Dr. Herzl was adamant that the residents of the Land of Israel have no opinion on this matter, that the Sultan has absolute say. I warned him again . . . emphasizing [the importance of] establishing a closer relationship with the Arabs of the Land of Israel and explaining the Zionist objectives to them as well as the great advantages they will achieve from honest cooperation with us.

I realized from everything he told me about the Arabs that he was completely misled by representatives who never had a clear understanding of the issues surrounding the Arab problem, yet these were the “experts” on whose opinion Dr. Herzl was relying. (Ibid.)

Prof. Yahuda belonged to a stream in the Zionist movement that believed in cooperation and dialogue with the Arabs of the Land of Israel, who knew them, their way of life, their leaders and social codes from childhood. They sought to establish relationships with them and not go above their heads and present them with a fait accompli that would inevitably lead to resistance and rebellion. Apparently, this thinking – and the desire to prove the existence of ancient connections between the Jews and their Arab surroundings – was one of the reasons he decided to invest so much of his time and resources in the Tabernacle model, discussed in more detail below.


“Make this tabernacle and all its furnishings exactly like the pattern I will show you” (Ex 25: 9)

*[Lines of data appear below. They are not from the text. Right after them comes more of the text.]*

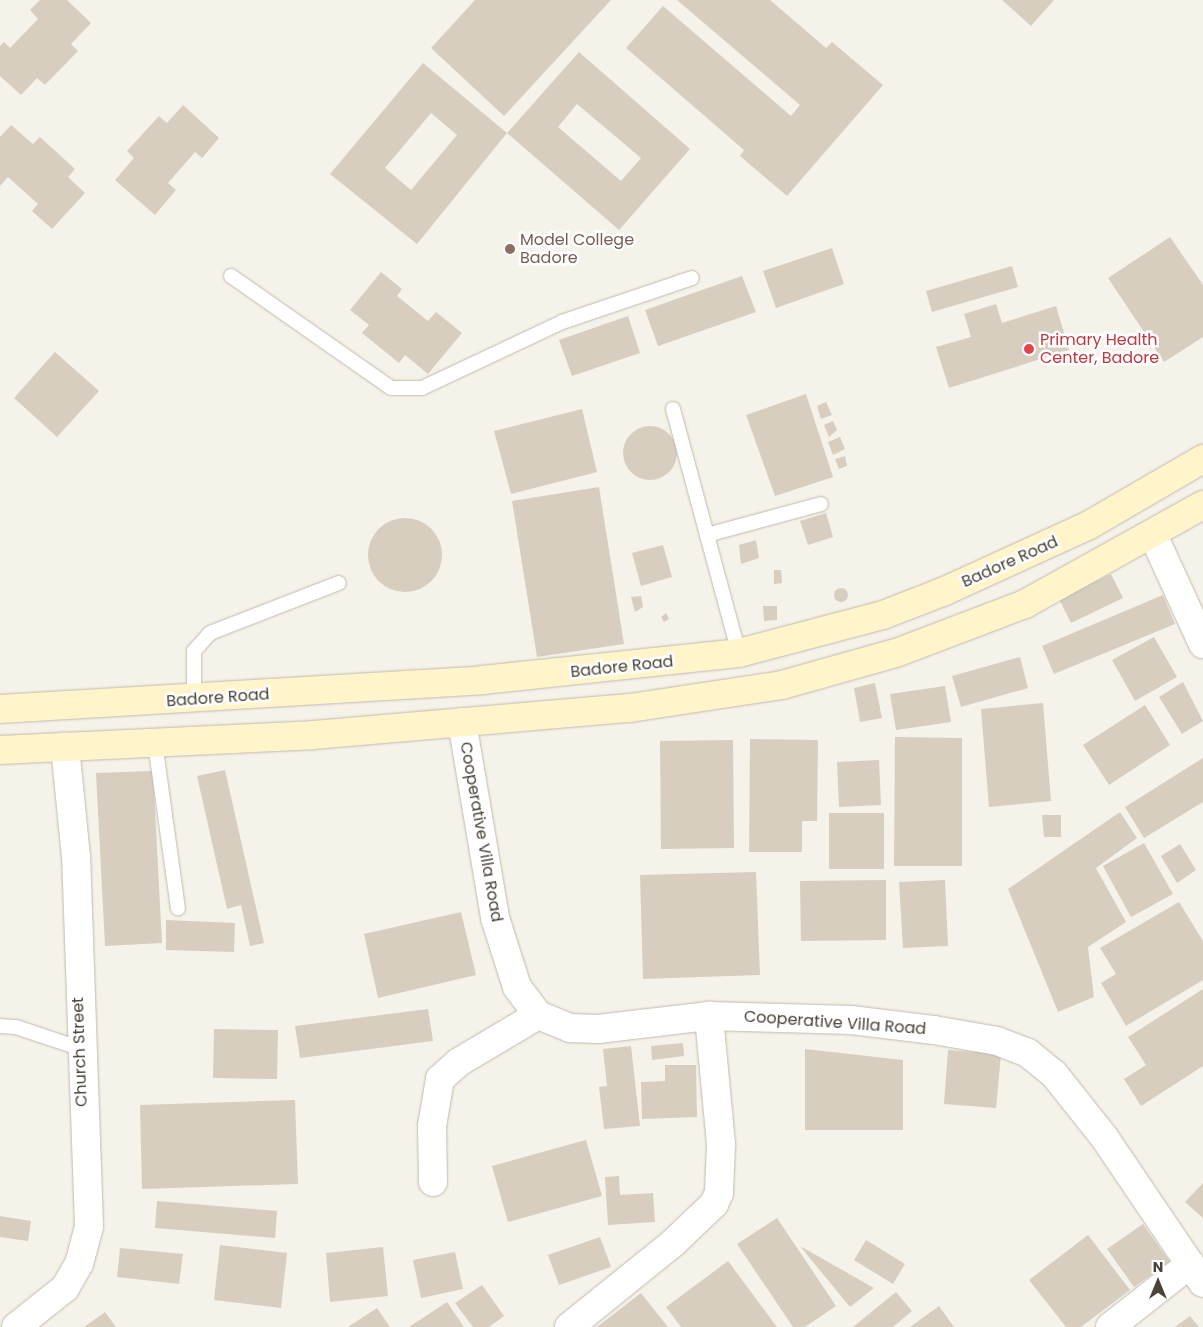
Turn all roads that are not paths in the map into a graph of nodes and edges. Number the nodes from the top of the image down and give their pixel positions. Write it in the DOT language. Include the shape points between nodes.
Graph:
graph roads {
  1 [pos="231,276"];
  2 [pos="692,278"];
  3 [pos="673,409"];
  4 [pos="1203,459"];
  5 [pos="821,504"];
  6 [pos="1203,505"];
  7 [pos="707,534"];
  8 [pos="1153,534"];
  9 [pos="339,583"];
  10 [pos="1203,644"];
  11 [pos="739,653"];
  12 [pos="702,659"];
  13 [pos="708,697"];
  14 [pos="194,700"];
  15 [pos="0,709"];
  16 [pos="462,722"];
  17 [pos="154,743"];
  18 [pos="65,747"];
  19 [pos="0,750"];
  20 [pos="178,908"];
  21 [pos="538,1015"];
  22 [pos="709,1016"];
  23 [pos="0,1026"];
  24 [pos="79,1048"];
  25 [pos="433,1182"];
  26 [pos="1199,1275"];
  27 [pos="16,1327"];
  28 [pos="569,1327"];
  29 [pos="1110,1327"];
  1 -- 2 [label="lane" via="391,388 422,388 562,322"];
  3 -- 7 [label="lane"];
  4 -- 11 [label="main road, Badore Road" via="1089,525 946,591 883,615"];
  5 -- 7 [label="lane"];
  6 -- 8 [label="main road"];
  7 -- 11 [label="lane"];
  8 -- 10 [label="street"];
  8 -- 13 [label="main road" via="1025,604 952,632 782,685"];
  9 -- 14 [label="lane" via="210,633 194,651"];
  11 -- 12 [label="main road, Badore Road"];
  12 -- 13 [label="main road"];
  12 -- 14 [label="main road, Badore Road" via="482,680"];
  13 -- 16 [label="main road"];
  14 -- 15 [label="main road, Badore Road"];
  16 -- 17 [label="main road"];
  16 -- 21 [label="street, Cooperative Villa Road" via="495,918 517,987"];
  17 -- 18 [label="main road"];
  17 -- 20 [label="lane"];
  18 -- 19 [label="main road"];
  18 -- 24 [label="street, Church Street" via="76,857"];
  21 -- 22 [label="street, Cooperative Villa Road" via="570,1028 598,1029"];
  21 -- 25 [label="street" via="459,1062 440,1078 432,1126"];
  22 -- 26 [label="street, Cooperative Villa Road" via="777,1015 934,1030 997,1041 1028,1053 1054,1074 1104,1137"];
  22 -- 28 [label="street" via="722,1152 719,1193 714,1204 673,1243"];
  23 -- 24 [label="lane" via="16,1027"];
  24 -- 27 [label="street, Church Street" via="89,1226 86,1245 65,1288"];
  26 -- 29 [label="street"];
}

The model of the Tabernacle built by Prof. Abraham Shalom Yahuda is based on the description in the Book of Exodus, chapters 25–35. These contain the commands for the building of the Tabernacle and describe in detail the preparation of the tools and other accessories used in the ceremonies performed in it. The text also includes instructions for the Tabernacle’s dismantling and reassembly in accordance with the practice of the ancient Israelites during their wanderings in the desert, on their way from Egypt to the land of Canaan. Besides relying on the descriptions in the Bible, Yahuda would consult the writings of the great biblical commentator Rashi for whom he had the greatest admiration, on any matter that seemed to him unclear:

I was always impressed with Rashi’s vast knowledge in every field, even in crafts, such as pottery, carpentry, silversmithing, sewing, weaving, and the like regarding the crafts and craftsmanship of the Tabernacle.”

(When I Studied Rashi)

Thus, equipped with the Bible’s instructions and Rashi’s commentary, Yahuda began his work. First, he built the Tabernacle’s frame: the sides made of wooden posts on silver bases and connected to each other by means of three bolts threaded through crossbars.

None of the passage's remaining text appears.